Do i need to read the body before close it?

Found mixed answers and the official documentation don’t give me a clear response. If i call the resp.Body.Close() it gonna read the body so the connection can be reused? Or do i need to put a io.Copy(ioutil.Discard, resp.Body) everytime?

Found a good blog post about this: http://tleyden.github.io/blog/2016/11/21/tuning-the-go-http-client-library-for-load-testing/

Tested the sample code on my machine and proves that we need to read all the body before close.

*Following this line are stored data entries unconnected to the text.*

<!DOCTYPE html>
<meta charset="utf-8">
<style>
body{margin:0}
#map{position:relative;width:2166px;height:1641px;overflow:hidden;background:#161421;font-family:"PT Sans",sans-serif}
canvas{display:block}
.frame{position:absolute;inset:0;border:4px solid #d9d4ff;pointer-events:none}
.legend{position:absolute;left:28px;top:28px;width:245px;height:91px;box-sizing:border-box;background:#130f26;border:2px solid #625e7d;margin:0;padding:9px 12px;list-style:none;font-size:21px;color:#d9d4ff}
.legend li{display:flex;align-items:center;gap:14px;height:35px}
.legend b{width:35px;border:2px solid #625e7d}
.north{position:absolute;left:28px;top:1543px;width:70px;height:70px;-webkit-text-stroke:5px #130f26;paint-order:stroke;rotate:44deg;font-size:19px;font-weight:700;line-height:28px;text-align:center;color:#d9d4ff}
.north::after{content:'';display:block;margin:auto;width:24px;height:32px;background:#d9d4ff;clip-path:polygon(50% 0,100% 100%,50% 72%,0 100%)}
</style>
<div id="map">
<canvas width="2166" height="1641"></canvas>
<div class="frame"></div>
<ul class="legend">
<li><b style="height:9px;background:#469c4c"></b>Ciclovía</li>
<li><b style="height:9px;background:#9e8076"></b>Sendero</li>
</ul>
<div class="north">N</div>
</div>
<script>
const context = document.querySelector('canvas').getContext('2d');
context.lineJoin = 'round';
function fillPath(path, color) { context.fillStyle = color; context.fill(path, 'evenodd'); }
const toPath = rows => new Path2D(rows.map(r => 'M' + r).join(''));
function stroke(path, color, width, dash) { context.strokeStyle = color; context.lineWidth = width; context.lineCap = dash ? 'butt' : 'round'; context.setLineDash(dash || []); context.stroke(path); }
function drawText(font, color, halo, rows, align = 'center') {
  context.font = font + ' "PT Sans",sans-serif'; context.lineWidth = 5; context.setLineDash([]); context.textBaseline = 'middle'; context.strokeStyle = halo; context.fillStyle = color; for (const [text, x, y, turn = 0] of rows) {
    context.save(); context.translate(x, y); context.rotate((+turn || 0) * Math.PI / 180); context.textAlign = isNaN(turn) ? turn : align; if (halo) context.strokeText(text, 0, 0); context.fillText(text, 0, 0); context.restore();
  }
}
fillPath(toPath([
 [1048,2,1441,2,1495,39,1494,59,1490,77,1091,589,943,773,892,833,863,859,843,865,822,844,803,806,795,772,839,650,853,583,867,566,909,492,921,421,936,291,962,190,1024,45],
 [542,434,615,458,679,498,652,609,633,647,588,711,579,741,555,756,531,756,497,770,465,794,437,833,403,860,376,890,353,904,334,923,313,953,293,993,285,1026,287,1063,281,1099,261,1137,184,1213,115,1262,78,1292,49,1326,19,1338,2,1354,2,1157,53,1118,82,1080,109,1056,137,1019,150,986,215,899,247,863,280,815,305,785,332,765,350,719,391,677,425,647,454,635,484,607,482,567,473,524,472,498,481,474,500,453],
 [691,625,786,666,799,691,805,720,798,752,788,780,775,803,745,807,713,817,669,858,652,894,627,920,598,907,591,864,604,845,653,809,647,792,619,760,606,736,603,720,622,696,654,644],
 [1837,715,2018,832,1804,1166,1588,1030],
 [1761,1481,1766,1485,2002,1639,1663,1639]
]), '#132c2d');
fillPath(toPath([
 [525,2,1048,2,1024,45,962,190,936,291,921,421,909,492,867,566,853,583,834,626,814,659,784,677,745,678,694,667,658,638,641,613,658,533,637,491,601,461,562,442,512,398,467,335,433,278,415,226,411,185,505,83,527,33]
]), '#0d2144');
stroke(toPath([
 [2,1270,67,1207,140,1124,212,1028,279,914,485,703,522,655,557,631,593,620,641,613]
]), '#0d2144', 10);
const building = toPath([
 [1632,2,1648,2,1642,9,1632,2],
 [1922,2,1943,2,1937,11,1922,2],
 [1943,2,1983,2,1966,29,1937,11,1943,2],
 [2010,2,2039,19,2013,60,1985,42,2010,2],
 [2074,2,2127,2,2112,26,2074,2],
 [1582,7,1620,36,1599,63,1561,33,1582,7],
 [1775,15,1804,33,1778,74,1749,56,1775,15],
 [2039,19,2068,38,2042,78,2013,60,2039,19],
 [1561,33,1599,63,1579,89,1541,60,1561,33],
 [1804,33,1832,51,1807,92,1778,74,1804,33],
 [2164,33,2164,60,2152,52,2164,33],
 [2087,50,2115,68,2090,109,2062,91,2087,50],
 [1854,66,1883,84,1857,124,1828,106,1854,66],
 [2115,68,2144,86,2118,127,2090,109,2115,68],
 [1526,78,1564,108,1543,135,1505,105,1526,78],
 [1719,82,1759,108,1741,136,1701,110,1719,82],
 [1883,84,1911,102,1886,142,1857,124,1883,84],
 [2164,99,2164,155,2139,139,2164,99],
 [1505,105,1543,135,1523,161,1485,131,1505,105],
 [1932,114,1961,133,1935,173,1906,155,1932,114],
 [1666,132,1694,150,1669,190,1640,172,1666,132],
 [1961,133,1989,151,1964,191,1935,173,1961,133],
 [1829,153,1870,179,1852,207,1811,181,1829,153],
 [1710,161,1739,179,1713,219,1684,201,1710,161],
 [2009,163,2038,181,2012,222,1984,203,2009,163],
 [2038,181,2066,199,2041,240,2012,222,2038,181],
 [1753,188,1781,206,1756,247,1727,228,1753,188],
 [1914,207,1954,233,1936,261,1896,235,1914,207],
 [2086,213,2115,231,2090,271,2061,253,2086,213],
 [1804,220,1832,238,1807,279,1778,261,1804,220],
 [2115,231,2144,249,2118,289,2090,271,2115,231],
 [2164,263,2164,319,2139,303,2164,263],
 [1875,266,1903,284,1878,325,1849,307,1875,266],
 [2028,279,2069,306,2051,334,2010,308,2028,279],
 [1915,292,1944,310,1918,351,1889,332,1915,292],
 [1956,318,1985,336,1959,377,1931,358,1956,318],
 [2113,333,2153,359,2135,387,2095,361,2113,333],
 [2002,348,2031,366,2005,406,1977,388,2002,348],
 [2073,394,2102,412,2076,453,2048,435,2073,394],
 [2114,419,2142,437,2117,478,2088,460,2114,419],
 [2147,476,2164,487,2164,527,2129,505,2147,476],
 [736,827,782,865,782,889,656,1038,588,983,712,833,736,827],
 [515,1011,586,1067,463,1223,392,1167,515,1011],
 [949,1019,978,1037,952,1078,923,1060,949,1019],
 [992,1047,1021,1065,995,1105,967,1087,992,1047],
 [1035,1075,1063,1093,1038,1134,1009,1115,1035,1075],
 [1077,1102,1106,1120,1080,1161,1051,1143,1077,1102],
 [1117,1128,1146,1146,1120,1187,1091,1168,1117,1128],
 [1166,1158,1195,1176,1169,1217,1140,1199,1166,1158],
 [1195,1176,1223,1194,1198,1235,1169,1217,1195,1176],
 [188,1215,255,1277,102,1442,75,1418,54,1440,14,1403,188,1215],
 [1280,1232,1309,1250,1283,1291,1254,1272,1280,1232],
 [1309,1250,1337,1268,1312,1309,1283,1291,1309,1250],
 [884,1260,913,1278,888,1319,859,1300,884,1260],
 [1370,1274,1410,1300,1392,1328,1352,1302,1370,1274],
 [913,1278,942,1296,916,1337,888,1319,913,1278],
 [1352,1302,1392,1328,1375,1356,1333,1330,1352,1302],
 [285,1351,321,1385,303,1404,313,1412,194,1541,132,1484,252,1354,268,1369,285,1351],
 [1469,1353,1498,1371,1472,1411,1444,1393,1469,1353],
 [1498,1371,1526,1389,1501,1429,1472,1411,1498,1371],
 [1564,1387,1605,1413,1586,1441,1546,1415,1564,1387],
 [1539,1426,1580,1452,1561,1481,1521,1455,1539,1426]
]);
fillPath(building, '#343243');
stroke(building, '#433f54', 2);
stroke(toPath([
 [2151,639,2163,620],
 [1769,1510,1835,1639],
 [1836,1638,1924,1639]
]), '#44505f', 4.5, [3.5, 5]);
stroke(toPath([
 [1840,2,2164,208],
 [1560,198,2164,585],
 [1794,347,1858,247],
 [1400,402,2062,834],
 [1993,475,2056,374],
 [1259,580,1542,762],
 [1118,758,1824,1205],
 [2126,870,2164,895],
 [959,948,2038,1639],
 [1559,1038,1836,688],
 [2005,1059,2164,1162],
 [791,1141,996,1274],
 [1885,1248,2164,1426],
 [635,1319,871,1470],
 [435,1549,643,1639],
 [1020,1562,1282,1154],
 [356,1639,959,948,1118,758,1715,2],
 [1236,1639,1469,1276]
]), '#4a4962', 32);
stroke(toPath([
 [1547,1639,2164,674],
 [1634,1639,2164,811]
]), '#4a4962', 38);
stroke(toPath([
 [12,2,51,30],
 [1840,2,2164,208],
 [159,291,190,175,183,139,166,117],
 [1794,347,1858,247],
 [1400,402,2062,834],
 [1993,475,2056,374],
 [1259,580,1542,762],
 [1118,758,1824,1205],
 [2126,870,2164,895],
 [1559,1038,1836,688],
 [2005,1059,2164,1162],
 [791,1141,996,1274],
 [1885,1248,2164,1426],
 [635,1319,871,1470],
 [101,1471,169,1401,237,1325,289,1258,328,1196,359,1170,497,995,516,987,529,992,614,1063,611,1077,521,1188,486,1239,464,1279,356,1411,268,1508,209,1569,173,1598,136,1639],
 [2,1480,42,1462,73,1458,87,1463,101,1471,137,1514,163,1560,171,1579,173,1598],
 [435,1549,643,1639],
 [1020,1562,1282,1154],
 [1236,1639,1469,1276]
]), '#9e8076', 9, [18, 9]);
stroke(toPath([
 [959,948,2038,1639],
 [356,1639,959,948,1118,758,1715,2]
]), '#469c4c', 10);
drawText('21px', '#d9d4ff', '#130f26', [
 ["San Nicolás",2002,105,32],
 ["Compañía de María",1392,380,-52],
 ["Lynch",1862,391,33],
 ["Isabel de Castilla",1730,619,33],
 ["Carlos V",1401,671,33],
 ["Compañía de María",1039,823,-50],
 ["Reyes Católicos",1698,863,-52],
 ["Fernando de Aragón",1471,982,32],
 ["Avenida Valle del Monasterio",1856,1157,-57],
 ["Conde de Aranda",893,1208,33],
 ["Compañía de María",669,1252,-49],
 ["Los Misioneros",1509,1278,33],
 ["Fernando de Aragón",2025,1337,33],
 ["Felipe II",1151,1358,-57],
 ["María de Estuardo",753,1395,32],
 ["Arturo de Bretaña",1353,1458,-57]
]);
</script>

No. Calling body.Close will drain it if required.

1 Like

@dfc, take a look at this sample code, took it from the link posted before, if we just close the body without reading from it, the quantity of time wait connections go through the roof:

package main

import (
  "fmt"
  "html"
  "log"
  "net"
  "net/http"
  "time"
)

func startWebserver() {
  http.HandleFunc("/", func(w http.ResponseWriter, r *http.Request) {
      fmt.Fprintf(w, "Hello, %q", html.EscapeString(r.URL.Path))
  })

  go http.ListenAndServe(":8080", nil)
}

func startLoadTest() {
  count := 0
  for {
      resp, err := http.Get("http://localhost:8080/")
      if err != nil {
          panic(fmt.Sprintf("Got error: %v", err))
      }
      resp.Body.Close()
      log.Printf("Finished GET request #%v", count)
      count += 1
  }
}

func main() {
  startWebserver()
  startLoadTest()
}

Like this:

root@14952c2356a7:/# netstat -n | grep -i 8080 | grep -i time_wait | wc -l
166
root@14952c2356a7:/# netstat -n | grep -i 8080 | grep -i time_wait | wc -l
231
root@14952c2356a7:/# netstat -n | grep -i 8080 | grep -i time_wait | wc -l
293
root@14952c2356a7:/# netstat -n | grep -i 8080 | grep -i time_wait | wc -l
349
... 

This is expected? Maybe it’s not a leak but seems to be slower because the runtime don’t reuse the connections and keep creating new ones.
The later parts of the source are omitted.